TASK
State, as a bare number, how many lines below contain "points".

(Dataset entries)
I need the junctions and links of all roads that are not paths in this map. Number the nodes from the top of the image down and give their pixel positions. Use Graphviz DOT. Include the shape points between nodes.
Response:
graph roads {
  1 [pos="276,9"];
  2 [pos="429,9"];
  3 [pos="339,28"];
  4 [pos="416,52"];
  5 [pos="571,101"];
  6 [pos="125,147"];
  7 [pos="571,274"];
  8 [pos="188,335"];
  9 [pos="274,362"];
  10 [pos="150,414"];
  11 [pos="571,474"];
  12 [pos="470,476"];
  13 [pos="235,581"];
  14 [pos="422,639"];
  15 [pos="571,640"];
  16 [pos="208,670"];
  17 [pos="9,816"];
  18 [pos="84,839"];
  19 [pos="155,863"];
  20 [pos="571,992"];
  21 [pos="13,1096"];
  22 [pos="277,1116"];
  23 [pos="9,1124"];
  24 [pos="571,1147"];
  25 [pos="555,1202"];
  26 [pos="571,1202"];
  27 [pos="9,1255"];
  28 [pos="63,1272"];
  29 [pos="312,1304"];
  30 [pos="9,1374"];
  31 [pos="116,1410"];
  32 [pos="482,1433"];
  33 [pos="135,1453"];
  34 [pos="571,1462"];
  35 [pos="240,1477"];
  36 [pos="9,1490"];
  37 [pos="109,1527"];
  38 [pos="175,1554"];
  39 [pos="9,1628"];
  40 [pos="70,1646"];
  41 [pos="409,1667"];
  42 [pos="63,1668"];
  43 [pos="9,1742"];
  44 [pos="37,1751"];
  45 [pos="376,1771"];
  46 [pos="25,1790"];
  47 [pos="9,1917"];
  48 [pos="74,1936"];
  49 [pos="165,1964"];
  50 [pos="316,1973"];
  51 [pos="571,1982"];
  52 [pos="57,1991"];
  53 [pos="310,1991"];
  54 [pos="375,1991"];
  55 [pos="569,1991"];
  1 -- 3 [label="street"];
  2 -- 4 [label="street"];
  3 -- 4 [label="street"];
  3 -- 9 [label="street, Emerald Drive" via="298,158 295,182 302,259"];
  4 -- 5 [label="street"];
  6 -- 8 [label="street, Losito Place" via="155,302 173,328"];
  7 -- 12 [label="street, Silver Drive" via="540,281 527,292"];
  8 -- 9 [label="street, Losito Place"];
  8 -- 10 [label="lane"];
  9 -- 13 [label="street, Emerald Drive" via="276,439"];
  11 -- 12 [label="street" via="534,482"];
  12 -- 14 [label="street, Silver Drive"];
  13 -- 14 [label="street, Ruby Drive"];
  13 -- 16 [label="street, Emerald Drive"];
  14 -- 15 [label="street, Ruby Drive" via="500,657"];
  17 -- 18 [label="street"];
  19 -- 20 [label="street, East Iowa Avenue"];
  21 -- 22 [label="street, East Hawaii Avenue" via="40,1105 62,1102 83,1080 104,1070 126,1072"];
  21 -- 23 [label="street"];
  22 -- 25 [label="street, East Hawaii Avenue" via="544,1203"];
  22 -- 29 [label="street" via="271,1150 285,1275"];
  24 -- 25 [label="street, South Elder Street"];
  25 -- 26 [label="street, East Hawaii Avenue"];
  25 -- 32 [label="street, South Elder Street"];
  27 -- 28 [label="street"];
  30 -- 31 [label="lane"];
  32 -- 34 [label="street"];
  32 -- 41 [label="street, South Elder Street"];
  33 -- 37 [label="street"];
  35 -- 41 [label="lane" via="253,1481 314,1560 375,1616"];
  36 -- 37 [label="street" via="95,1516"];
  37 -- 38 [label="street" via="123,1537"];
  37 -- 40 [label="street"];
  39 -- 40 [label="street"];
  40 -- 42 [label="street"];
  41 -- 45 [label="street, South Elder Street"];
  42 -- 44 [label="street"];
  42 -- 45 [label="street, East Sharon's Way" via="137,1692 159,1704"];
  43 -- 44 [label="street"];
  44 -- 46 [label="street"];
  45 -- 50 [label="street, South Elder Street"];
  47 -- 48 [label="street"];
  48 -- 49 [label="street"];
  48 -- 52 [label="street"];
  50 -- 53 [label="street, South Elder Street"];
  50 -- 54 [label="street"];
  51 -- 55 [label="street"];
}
==
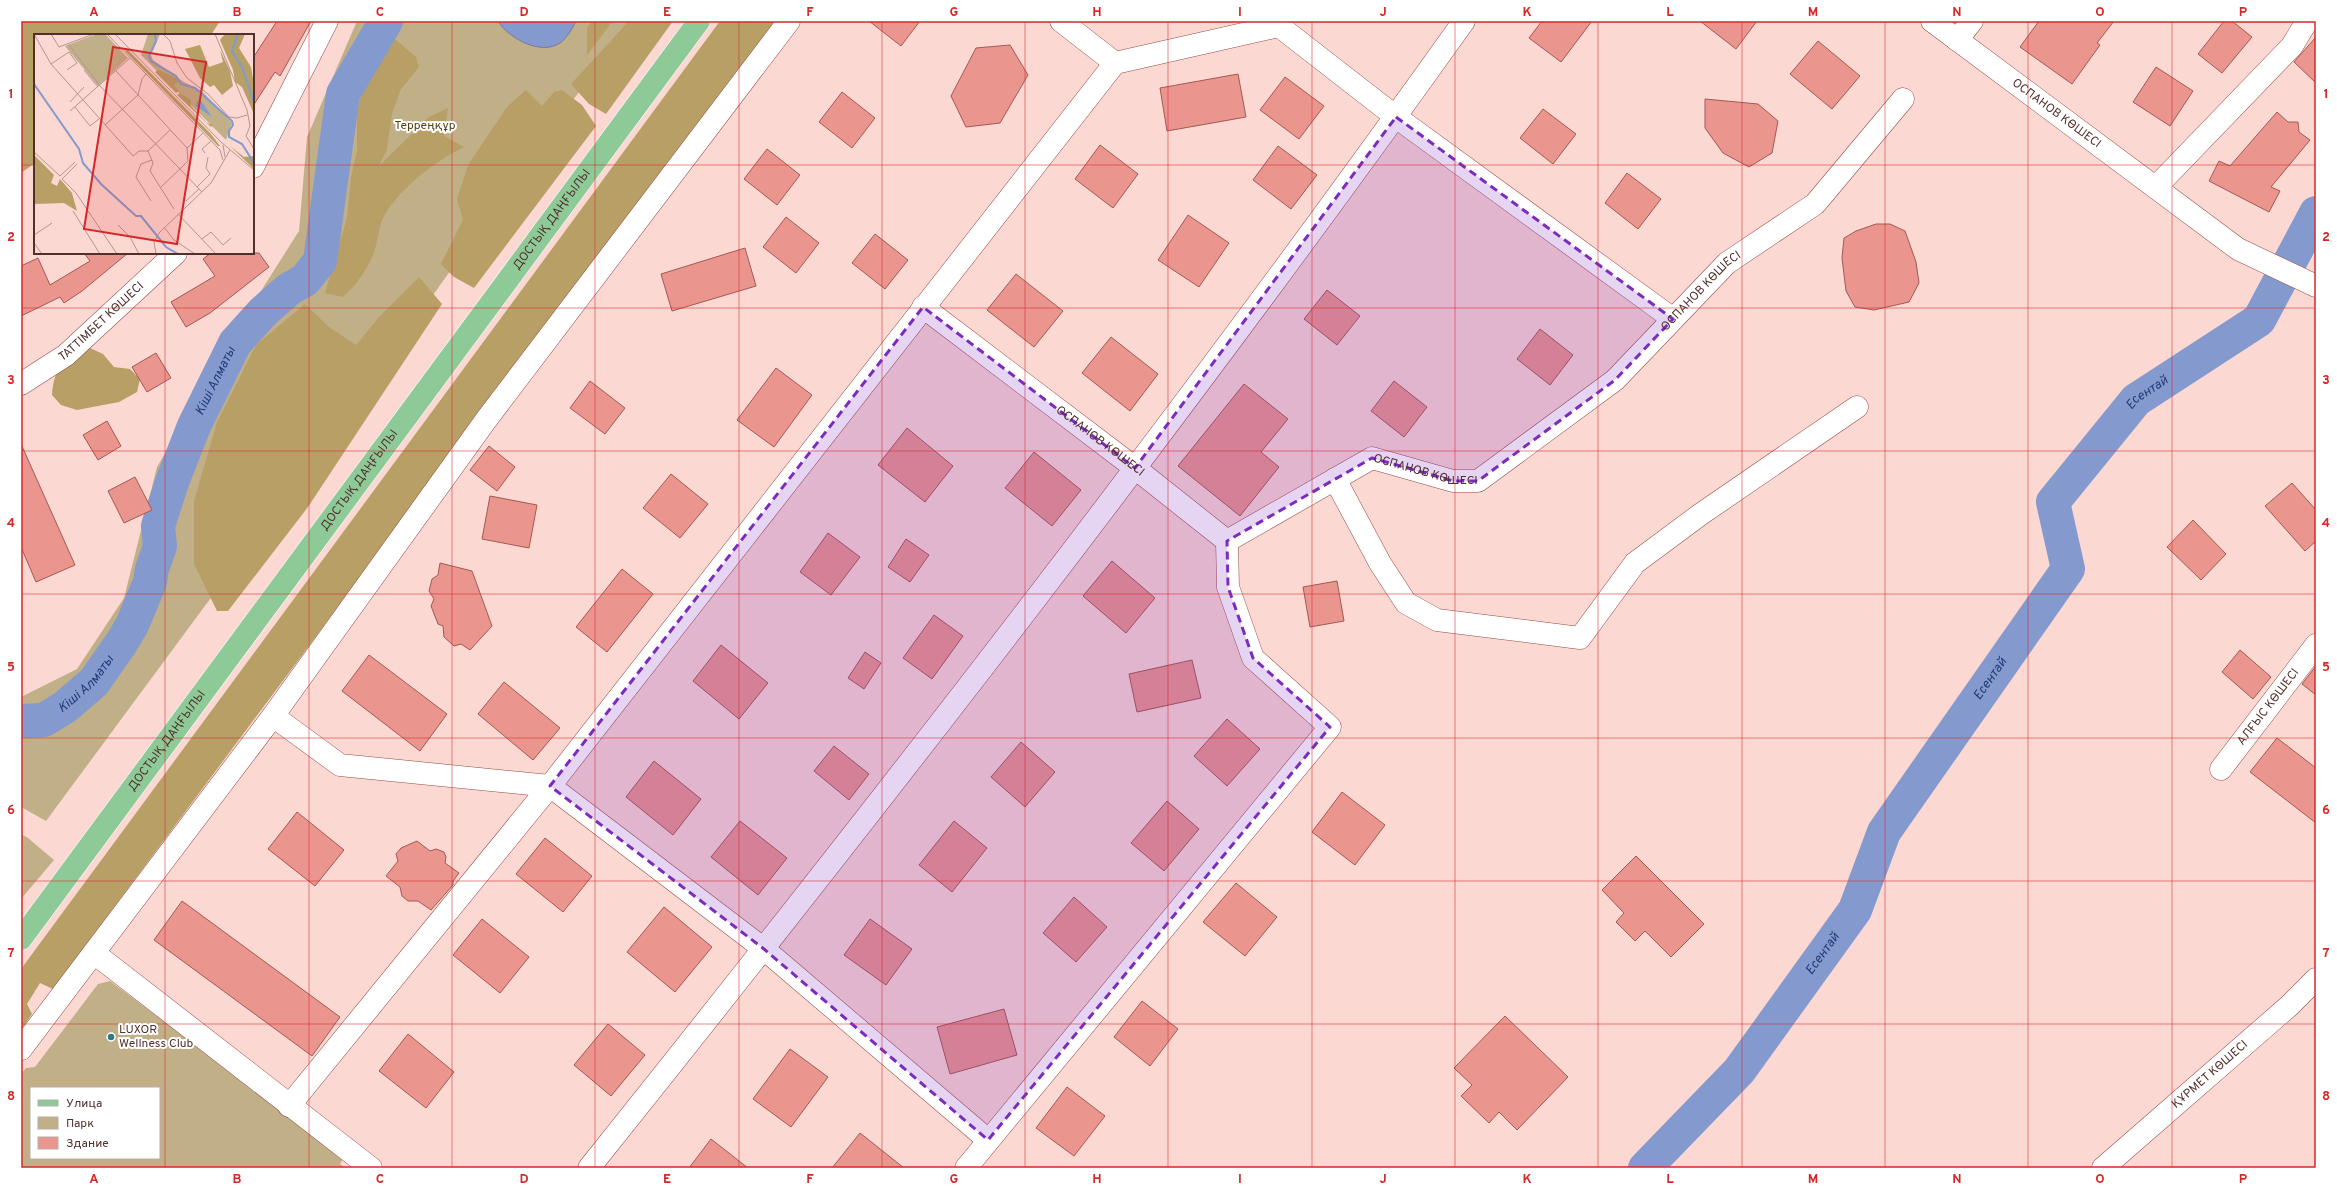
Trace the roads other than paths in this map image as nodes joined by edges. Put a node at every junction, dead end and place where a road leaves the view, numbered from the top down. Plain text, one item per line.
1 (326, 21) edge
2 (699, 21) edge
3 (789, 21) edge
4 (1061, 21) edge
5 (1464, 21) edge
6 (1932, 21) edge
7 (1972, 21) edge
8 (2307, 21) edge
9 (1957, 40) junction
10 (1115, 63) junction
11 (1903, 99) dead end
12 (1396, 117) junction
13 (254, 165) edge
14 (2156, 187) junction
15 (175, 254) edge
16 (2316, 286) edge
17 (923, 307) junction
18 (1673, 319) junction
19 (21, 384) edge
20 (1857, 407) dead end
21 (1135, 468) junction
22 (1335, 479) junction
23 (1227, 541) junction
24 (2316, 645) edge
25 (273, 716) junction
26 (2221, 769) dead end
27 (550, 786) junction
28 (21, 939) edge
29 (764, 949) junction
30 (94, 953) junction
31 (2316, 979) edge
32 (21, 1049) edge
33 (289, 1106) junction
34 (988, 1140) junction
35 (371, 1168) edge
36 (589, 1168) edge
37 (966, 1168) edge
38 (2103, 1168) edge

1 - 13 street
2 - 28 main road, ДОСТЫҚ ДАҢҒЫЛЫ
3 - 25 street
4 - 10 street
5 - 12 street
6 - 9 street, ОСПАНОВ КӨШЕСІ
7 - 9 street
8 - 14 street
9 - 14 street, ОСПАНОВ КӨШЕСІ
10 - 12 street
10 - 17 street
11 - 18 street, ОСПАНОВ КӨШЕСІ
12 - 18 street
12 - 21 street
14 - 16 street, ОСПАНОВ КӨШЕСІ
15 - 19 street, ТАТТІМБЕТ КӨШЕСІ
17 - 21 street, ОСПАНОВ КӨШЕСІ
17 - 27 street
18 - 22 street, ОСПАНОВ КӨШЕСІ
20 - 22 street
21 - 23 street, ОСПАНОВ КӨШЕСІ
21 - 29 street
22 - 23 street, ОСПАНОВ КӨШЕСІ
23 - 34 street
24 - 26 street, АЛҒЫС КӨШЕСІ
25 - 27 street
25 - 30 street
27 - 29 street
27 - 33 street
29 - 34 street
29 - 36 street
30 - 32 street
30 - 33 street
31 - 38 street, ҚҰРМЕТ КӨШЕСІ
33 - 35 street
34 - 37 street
* * *
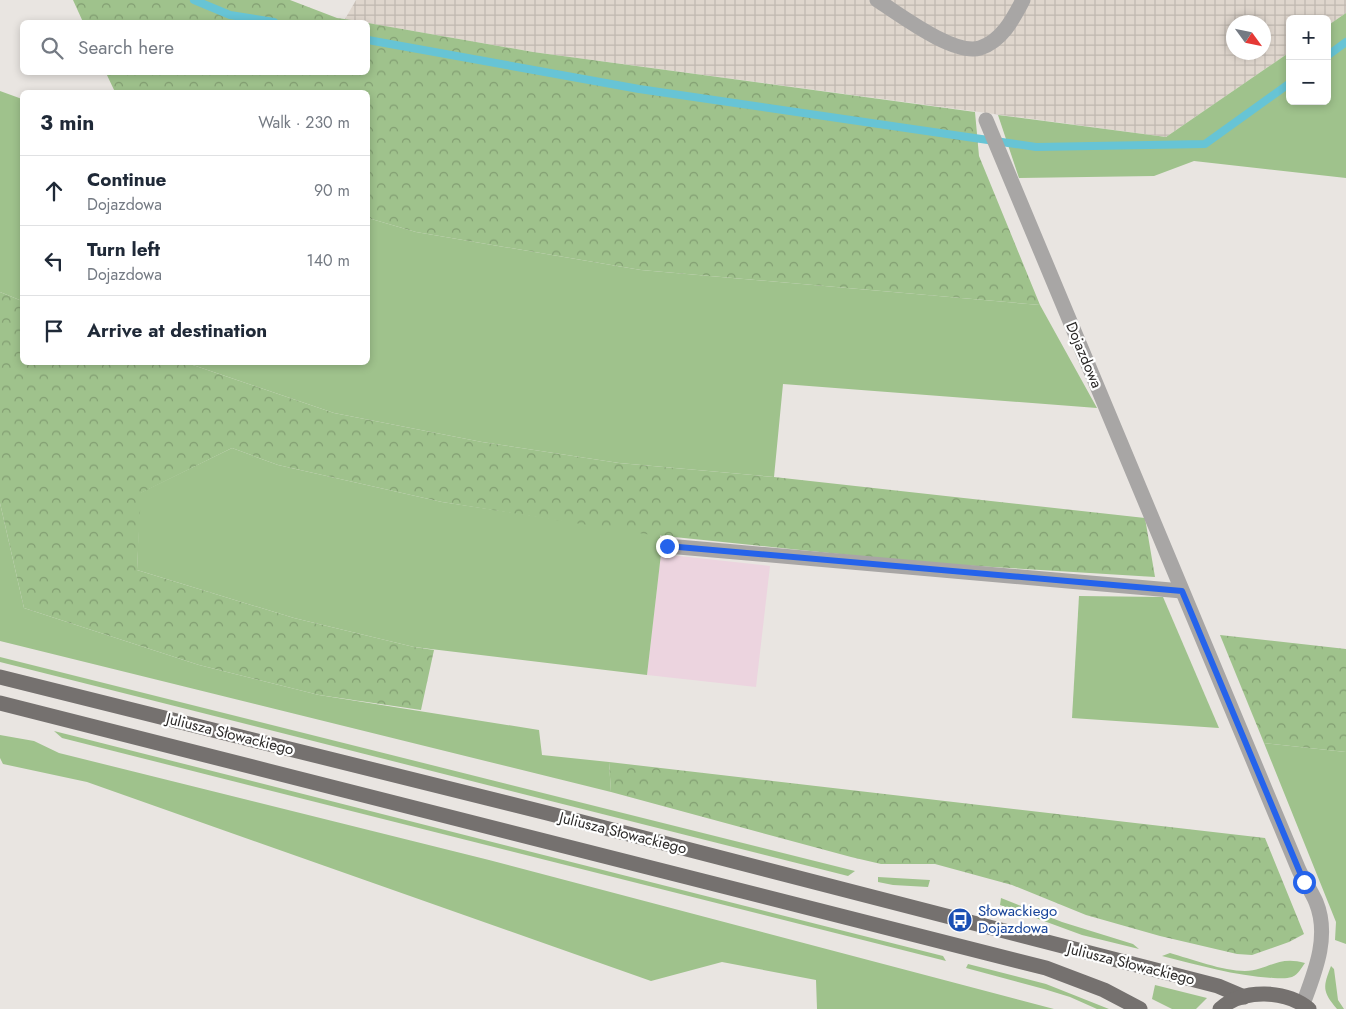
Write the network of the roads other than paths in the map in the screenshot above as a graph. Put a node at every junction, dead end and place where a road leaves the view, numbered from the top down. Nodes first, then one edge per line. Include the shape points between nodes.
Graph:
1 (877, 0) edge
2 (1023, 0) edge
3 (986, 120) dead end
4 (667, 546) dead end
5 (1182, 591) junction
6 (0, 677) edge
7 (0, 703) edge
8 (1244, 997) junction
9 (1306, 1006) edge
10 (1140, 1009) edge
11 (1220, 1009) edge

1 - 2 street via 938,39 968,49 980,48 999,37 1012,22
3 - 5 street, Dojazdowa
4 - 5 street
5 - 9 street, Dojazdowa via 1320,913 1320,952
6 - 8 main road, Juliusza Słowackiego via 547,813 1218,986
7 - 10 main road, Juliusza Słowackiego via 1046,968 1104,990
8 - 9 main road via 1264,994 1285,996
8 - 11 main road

ANSWER FOR THIS EXERCISE
2